> _INFORMATION GIVEN_:

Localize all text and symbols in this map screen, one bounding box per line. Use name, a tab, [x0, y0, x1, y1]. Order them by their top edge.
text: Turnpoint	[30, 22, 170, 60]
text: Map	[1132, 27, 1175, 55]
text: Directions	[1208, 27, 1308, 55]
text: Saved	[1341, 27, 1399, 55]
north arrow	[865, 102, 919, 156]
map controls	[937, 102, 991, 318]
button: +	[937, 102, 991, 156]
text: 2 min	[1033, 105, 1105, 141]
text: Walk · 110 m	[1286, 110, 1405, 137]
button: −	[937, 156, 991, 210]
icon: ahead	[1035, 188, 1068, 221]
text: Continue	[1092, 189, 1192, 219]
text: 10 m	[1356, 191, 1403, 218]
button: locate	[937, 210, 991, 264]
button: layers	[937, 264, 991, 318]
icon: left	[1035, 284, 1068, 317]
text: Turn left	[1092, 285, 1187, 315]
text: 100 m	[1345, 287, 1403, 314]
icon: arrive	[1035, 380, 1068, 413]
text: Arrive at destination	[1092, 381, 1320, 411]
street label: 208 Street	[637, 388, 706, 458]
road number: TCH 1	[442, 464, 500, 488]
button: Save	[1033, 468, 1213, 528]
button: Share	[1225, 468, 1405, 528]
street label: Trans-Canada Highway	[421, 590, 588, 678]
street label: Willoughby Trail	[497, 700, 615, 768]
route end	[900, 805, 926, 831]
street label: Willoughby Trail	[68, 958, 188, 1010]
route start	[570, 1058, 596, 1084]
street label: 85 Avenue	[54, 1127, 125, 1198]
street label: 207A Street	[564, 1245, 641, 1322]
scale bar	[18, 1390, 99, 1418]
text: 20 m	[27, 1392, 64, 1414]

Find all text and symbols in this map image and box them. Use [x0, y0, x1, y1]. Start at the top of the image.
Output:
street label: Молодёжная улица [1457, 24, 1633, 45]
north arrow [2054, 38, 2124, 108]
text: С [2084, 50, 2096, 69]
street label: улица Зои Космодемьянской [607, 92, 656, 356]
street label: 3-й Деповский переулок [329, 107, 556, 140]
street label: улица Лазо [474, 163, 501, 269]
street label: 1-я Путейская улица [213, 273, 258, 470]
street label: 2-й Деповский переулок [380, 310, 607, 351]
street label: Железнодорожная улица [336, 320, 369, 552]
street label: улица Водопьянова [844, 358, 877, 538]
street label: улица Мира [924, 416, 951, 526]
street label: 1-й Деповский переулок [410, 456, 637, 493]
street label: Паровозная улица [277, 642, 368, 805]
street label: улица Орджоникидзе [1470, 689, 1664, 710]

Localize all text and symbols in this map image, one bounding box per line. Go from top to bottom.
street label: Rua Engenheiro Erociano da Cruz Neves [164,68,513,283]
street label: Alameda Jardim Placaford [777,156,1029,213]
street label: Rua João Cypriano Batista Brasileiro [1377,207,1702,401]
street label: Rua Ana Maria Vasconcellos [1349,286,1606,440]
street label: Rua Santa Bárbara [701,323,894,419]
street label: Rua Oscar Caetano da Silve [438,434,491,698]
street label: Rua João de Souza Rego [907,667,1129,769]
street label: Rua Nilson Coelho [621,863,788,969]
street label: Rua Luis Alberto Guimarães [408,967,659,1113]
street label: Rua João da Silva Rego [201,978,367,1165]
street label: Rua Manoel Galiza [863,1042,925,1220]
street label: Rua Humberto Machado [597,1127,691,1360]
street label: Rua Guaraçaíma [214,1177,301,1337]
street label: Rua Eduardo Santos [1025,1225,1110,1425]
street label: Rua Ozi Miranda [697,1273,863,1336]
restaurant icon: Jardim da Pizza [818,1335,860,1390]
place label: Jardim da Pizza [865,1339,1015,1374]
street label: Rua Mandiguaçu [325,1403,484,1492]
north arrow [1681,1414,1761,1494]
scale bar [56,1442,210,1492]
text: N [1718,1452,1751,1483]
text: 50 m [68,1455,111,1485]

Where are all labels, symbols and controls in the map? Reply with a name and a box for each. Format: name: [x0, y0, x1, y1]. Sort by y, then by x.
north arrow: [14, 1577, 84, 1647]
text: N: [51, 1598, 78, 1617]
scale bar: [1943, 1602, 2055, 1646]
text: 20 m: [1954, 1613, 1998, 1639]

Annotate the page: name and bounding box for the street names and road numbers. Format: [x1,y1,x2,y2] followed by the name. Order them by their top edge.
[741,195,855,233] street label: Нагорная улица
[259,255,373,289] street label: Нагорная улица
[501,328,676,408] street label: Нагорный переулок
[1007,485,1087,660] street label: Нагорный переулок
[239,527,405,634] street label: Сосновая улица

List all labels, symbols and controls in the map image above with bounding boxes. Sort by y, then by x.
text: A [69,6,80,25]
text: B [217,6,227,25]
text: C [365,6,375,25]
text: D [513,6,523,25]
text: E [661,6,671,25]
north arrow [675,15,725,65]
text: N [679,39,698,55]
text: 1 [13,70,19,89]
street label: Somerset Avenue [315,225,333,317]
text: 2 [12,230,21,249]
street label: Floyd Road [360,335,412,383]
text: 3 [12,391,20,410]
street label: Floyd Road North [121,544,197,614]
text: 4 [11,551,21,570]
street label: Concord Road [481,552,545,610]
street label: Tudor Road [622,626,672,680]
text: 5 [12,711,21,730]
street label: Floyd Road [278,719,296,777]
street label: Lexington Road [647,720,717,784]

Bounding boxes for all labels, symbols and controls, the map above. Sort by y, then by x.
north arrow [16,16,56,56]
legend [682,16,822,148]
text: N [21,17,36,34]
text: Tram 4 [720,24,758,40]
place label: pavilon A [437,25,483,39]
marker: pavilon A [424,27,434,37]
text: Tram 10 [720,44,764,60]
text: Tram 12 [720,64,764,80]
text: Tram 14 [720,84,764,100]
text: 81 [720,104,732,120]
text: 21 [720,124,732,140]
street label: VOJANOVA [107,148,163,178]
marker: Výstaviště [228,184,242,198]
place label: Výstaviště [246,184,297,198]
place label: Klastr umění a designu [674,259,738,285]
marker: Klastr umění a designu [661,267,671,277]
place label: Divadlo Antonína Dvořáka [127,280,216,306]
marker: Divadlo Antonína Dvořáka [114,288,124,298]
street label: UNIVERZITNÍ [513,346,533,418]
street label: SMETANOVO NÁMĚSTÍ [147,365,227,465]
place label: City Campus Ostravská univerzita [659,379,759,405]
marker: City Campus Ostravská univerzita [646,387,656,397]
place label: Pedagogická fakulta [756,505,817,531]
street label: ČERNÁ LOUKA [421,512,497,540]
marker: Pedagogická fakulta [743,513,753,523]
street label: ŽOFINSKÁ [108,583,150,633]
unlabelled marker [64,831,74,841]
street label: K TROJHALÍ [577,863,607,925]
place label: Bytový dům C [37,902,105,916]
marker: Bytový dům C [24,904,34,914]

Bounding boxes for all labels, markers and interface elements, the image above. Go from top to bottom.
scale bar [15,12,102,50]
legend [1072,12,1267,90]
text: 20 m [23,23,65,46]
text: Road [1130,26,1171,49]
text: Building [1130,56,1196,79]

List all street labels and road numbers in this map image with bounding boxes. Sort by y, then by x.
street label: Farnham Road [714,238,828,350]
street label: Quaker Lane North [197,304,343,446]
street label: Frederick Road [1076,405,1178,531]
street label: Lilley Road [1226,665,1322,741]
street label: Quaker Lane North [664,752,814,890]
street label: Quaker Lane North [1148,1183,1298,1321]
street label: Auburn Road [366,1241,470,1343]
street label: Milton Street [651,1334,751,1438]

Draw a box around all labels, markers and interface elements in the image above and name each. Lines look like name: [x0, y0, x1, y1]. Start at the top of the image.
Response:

> _ABOUT THIS EXERCISE_:
Print each entry above exactly as given.

> _TASK SOLUTION_:
Localize all text and symbols in this map screen, one bounding box per line. Use name, a tab, [x0, y0, x1, y1]. Order them by their top edge.
text: Turnpoint	[30, 22, 170, 60]
text: Map	[1132, 27, 1175, 55]
text: Directions	[1208, 27, 1308, 55]
text: Saved	[1341, 27, 1399, 55]
north arrow	[865, 102, 919, 156]
map controls	[937, 102, 991, 318]
button: +	[937, 102, 991, 156]
text: 2 min	[1033, 105, 1105, 141]
text: Walk · 110 m	[1286, 110, 1405, 137]
button: −	[937, 156, 991, 210]
icon: ahead	[1035, 188, 1068, 221]
text: Continue	[1092, 189, 1192, 219]
text: 10 m	[1356, 191, 1403, 218]
button: locate	[937, 210, 991, 264]
button: layers	[937, 264, 991, 318]
icon: left	[1035, 284, 1068, 317]
text: Turn left	[1092, 285, 1187, 315]
text: 100 m	[1345, 287, 1403, 314]
icon: arrive	[1035, 380, 1068, 413]
text: Arrive at destination	[1092, 381, 1320, 411]
street label: 208 Street	[637, 388, 706, 458]
road number: TCH 1	[442, 464, 500, 488]
button: Save	[1033, 468, 1213, 528]
button: Share	[1225, 468, 1405, 528]
street label: Trans-Canada Highway	[421, 590, 588, 678]
street label: Willoughby Trail	[497, 700, 615, 768]
route end	[900, 805, 926, 831]
street label: Willoughby Trail	[68, 958, 188, 1010]
route start	[570, 1058, 596, 1084]
street label: 85 Avenue	[54, 1127, 125, 1198]
street label: 207A Street	[564, 1245, 641, 1322]
scale bar	[18, 1390, 99, 1418]
text: 20 m	[27, 1392, 64, 1414]

Find all text and symbols in this map image and box them. Use [x0, y0, x1, y1]. Start at the top of the image.
Output:
street label: Молодёжная улица [1457, 24, 1633, 45]
north arrow [2054, 38, 2124, 108]
text: С [2084, 50, 2096, 69]
street label: улица Зои Космодемьянской [607, 92, 656, 356]
street label: 3-й Деповский переулок [329, 107, 556, 140]
street label: улица Лазо [474, 163, 501, 269]
street label: 1-я Путейская улица [213, 273, 258, 470]
street label: 2-й Деповский переулок [380, 310, 607, 351]
street label: Железнодорожная улица [336, 320, 369, 552]
street label: улица Водопьянова [844, 358, 877, 538]
street label: улица Мира [924, 416, 951, 526]
street label: 1-й Деповский переулок [410, 456, 637, 493]
street label: Паровозная улица [277, 642, 368, 805]
street label: улица Орджоникидзе [1470, 689, 1664, 710]

Localize all text and symbols in this map image, one bounding box per line. Go from top to bottom.
street label: Rua Engenheiro Erociano da Cruz Neves [164,68,513,283]
street label: Alameda Jardim Placaford [777,156,1029,213]
street label: Rua João Cypriano Batista Brasileiro [1377,207,1702,401]
street label: Rua Ana Maria Vasconcellos [1349,286,1606,440]
street label: Rua Santa Bárbara [701,323,894,419]
street label: Rua Oscar Caetano da Silve [438,434,491,698]
street label: Rua João de Souza Rego [907,667,1129,769]
street label: Rua Nilson Coelho [621,863,788,969]
street label: Rua Luis Alberto Guimarães [408,967,659,1113]
street label: Rua João da Silva Rego [201,978,367,1165]
street label: Rua Manoel Galiza [863,1042,925,1220]
street label: Rua Humberto Machado [597,1127,691,1360]
street label: Rua Guaraçaíma [214,1177,301,1337]
street label: Rua Eduardo Santos [1025,1225,1110,1425]
street label: Rua Ozi Miranda [697,1273,863,1336]
restaurant icon: Jardim da Pizza [818,1335,860,1390]
place label: Jardim da Pizza [865,1339,1015,1374]
street label: Rua Mandiguaçu [325,1403,484,1492]
north arrow [1681,1414,1761,1494]
scale bar [56,1442,210,1492]
text: N [1718,1452,1751,1483]
text: 50 m [68,1455,111,1485]

Where are all labels, symbols and controls in the map? Reply with a name and a box for each. Format: name: [x0, y0, x1, y1]. Sort by y, then by x.
north arrow: [14, 1577, 84, 1647]
text: N: [51, 1598, 78, 1617]
scale bar: [1943, 1602, 2055, 1646]
text: 20 m: [1954, 1613, 1998, 1639]

Annotate the page: name and bounding box for the street names and road numbers. Format: [x1,y1,x2,y2] followed by the name. Order them by their top edge.
[741,195,855,233] street label: Нагорная улица
[259,255,373,289] street label: Нагорная улица
[501,328,676,408] street label: Нагорный переулок
[1007,485,1087,660] street label: Нагорный переулок
[239,527,405,634] street label: Сосновая улица

List all labels, symbols and controls in the map image above with bounding boxes. Sort by y, then by x.
text: A [69,6,80,25]
text: B [217,6,227,25]
text: C [365,6,375,25]
text: D [513,6,523,25]
text: E [661,6,671,25]
north arrow [675,15,725,65]
text: N [679,39,698,55]
text: 1 [13,70,19,89]
street label: Somerset Avenue [315,225,333,317]
text: 2 [12,230,21,249]
street label: Floyd Road [360,335,412,383]
text: 3 [12,391,20,410]
street label: Floyd Road North [121,544,197,614]
text: 4 [11,551,21,570]
street label: Concord Road [481,552,545,610]
street label: Tudor Road [622,626,672,680]
text: 5 [12,711,21,730]
street label: Floyd Road [278,719,296,777]
street label: Lexington Road [647,720,717,784]

Bounding boxes for all labels, symbols and controls, the map above. Sort by y, then by x.
north arrow [16,16,56,56]
legend [682,16,822,148]
text: N [21,17,36,34]
text: Tram 4 [720,24,758,40]
place label: pavilon A [437,25,483,39]
marker: pavilon A [424,27,434,37]
text: Tram 10 [720,44,764,60]
text: Tram 12 [720,64,764,80]
text: Tram 14 [720,84,764,100]
text: 81 [720,104,732,120]
text: 21 [720,124,732,140]
street label: VOJANOVA [107,148,163,178]
marker: Výstaviště [228,184,242,198]
place label: Výstaviště [246,184,297,198]
place label: Klastr umění a designu [674,259,738,285]
marker: Klastr umění a designu [661,267,671,277]
place label: Divadlo Antonína Dvořáka [127,280,216,306]
marker: Divadlo Antonína Dvořáka [114,288,124,298]
street label: UNIVERZITNÍ [513,346,533,418]
street label: SMETANOVO NÁMĚSTÍ [147,365,227,465]
place label: City Campus Ostravská univerzita [659,379,759,405]
marker: City Campus Ostravská univerzita [646,387,656,397]
place label: Pedagogická fakulta [756,505,817,531]
street label: ČERNÁ LOUKA [421,512,497,540]
marker: Pedagogická fakulta [743,513,753,523]
street label: ŽOFINSKÁ [108,583,150,633]
unlabelled marker [64,831,74,841]
street label: K TROJHALÍ [577,863,607,925]
place label: Bytový dům C [37,902,105,916]
marker: Bytový dům C [24,904,34,914]

Bounding boxes for all labels, markers and interface elements, the image above. Go from top to bottom.
scale bar [15,12,102,50]
legend [1072,12,1267,90]
text: 20 m [23,23,65,46]
text: Road [1130,26,1171,49]
text: Building [1130,56,1196,79]

List all street labels and road numbers in this map image with bounding boxes. Sort by y, then by x.
street label: Farnham Road [714,238,828,350]
street label: Quaker Lane North [197,304,343,446]
street label: Frederick Road [1076,405,1178,531]
street label: Lilley Road [1226,665,1322,741]
street label: Quaker Lane North [664,752,814,890]
street label: Quaker Lane North [1148,1183,1298,1321]
street label: Auburn Road [366,1241,470,1343]
street label: Milton Street [651,1334,751,1438]

Draw a box around all labels, markers and interface elements in the image above and name each. Lines look like name: [x0, y0, x1, y1]. Start at the top of the image.
Response:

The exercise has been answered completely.